We also correlated the proportions of individual NEFAs versus TGFAs in relation to serum TG levels, double-bond number (i.e., unsaturation), and FA chain length (Supplemental Figure 6). When comparing the correlations (COCOR) among FAs based on the double-bond number using R (α 0.05; CI, 0.95) (36, 37), we noted Pearson coefficients to be significantly higher for linoleic acid than oleic acid or stearic acid (which have 18 carbon atoms; P < 0.001). Among 16 carbon FAs, COCOR for POA was stronger than palmitic acid (P < 0.001; Supplemental Figure 6, A–F). These findings are consistent with those of previous studies showing that unsaturation improves the fit of TGs in pancreatic lipases (23). All FAs except stearic acid had stronger correlations at TGs above 200 mg/dL (n = 111 patients, Supplemental Figure 6, G–L). Equivalent results were obtained when the cutoff was greater than 150 mg/dL (n = 162, data not shown). Overall, these findings agreed with breakdown of TGFAs contributing to the unsaturated NEFAs increased during HTG-AP.

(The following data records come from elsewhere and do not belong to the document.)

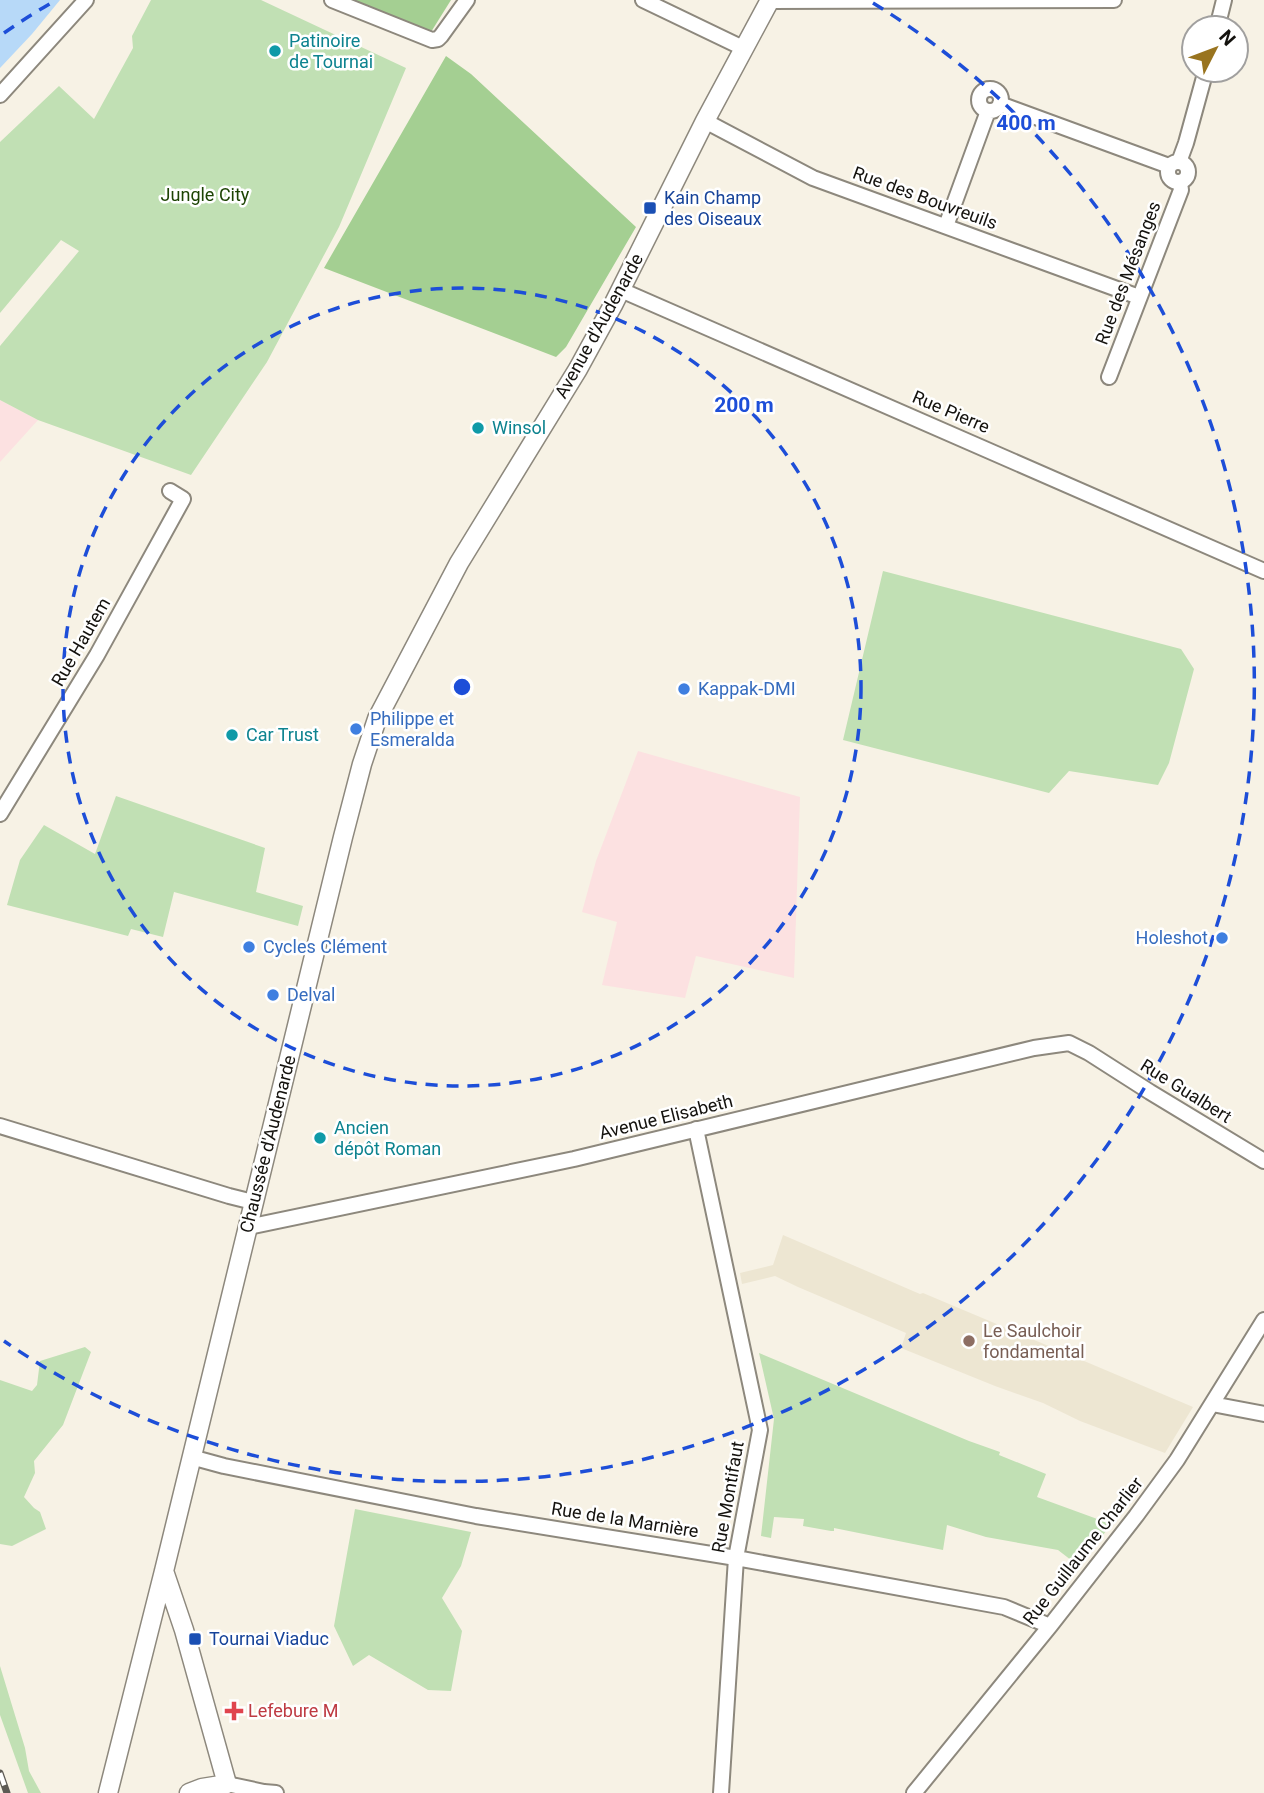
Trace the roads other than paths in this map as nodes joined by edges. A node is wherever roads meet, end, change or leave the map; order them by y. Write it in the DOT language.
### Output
graph roads {
  1 [pos="86,0"];
  2 [pos="332,0"];
  3 [pos="467,0"];
  4 [pos="643,0"];
  5 [pos="769,0"];
  6 [pos="1114,0"];
  7 [pos="743,48"];
  8 [pos="1202,84"];
  9 [pos="0,95"];
  10 [pos="705,121"];
  11 [pos="1174,164"];
  12 [pos="946,226"];
  13 [pos="621,290"];
  14 [pos="1139,297"];
  15 [pos="1109,377"];
  16 [pos="170,491"];
  17 [pos="1264,571"];
  18 [pos="377,719"];
  19 [pos="0,814"];
  20 [pos="1090,1053"];
  21 [pos="0,1126"];
  22 [pos="696,1129"];
  23 [pos="1264,1161"];
  24 [pos="253,1202"];
  25 [pos="248,1227"];
  26 [pos="1264,1320"];
  27 [pos="1212,1404"];
  28 [pos="1264,1414"];
  29 [pos="191,1457"];
  30 [pos="736,1558"];
  31 [pos="164,1571"];
  32 [pos="180,1616"];
  33 [pos="151,1620"];
  34 [pos="1050,1626"];
  35 [pos="229,1788"];
  36 [pos="109,1792"];
  37 [pos="189,1793"];
  38 [pos="276,1793"];
  39 [pos="721,1793"];
  40 [pos="914,1793"];
  1 -- 9 [label="street"];
  2 -- 3 [label="street"];
  4 -- 7 [label="street"];
  5 -- 6 [label="street"];
  5 -- 7 [label="main road, Avenue d'Audenarde"];
  7 -- 10 [label="main road, Avenue d'Audenarde"];
  8 -- 11 [label="street"];
  10 -- 12 [label="street, Rue des Bouvreuils"];
  10 -- 13 [label="main road, Avenue d'Audenarde"];
  11 -- 12 [label="street"];
  11 -- 14 [label="street, Rue des Mésanges"];
  12 -- 14 [label="street, Rue des Bouvreuils"];
  13 -- 17 [label="street, Rue Pierre"];
  13 -- 18 [label="main road, Avenue d'Audenarde"];
  14 -- 15 [label="street, Rue des Mésanges"];
  16 -- 19 [label="street, Rue Hautem"];
  18 -- 24 [label="main road, Chaussée d'Audenarde"];
  20 -- 22 [label="street, Avenue Elisabeth"];
  20 -- 23 [label="street, Rue Gualbert"];
  21 -- 24 [label="street"];
  22 -- 25 [label="street, Avenue Elisabeth"];
  22 -- 30 [label="street, Rue Montifaut"];
  24 -- 25 [label="main road, Chaussée d'Audenarde"];
  25 -- 29 [label="main road, Chaussée d'Audenarde"];
  26 -- 27 [label="street, Rue Guillaume Charlier"];
  27 -- 28 [label="street"];
  27 -- 34 [label="street, Rue Guillaume Charlier"];
  29 -- 30 [label="street, Rue de la Marnière"];
  29 -- 31 [label="main road, Chaussée d'Audenarde"];
  30 -- 34 [label="street, Rue de la Marnière"];
  30 -- 39 [label="street, Rue Montifaut"];
  31 -- 32 [label="main road"];
  31 -- 33 [label="main road, Chaussée d'Audenarde"];
  32 -- 33 [label="street"];
  32 -- 35 [label="main road"];
  33 -- 36 [label="main road, Chaussée d'Audenarde"];
  34 -- 40 [label="street, Rue Guillaume Charlier"];
  35 -- 37 [label="main road"];
  35 -- 38 [label="street"];
}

Last, to experimentally verify the clinical observations, we used TGs containing linoelic acid, oleic acid, palmitic acid, and palmitoleic acid in various combinations and exposed them to lipases released by acinar cells in suspension. As shown in Supplemental Figure 7A, lipolysis of the TGs of palmitic acid (C16:0), i.e., tripalmitin (PPP) was negligible and increased significantly by replacing 2 acyl chains in the TGs with POA (C16:1; PO) in PO(2)-P. Similarly, addition of the saturated palmitate (C16:0) to the TGs of linoleate or oleate (i.e., using 1,2-dilinoleoyl-3-palmitoyl-rac-glycerol [LLP] or 1,2-dioleoyl-3-palmitoyl-rac-glycerol [OOP] in place of glyceryl trilinolein (LLL) or triolein (OOO) also reduced lipolysis of their TGs by 50%–80% (Supplemental Figure 7B). Moreover, replacement of 1 linoleic acid in LLP with an oleic acid, i.e., LOP, further reduced TG lipolysis by more than 90%. Therefore, while linoleic acid (C18:2) had the highest fidelity of lipolysis by pancreatic lipases, adding oleic acid (C18:1) and palmitic acid (C16:0) incrementally decreased this fidelity. These results support the concept that double bonds (i.e., unsaturation) in long-chain FAs increased their lipolysis from a TG and that saturation interfered with TG lipolysis (23). Overall, our results show that excessive generation of unsaturated NEFAs from circulating TG lipolysis may have caused organ failure and worsened HTG-AP severity.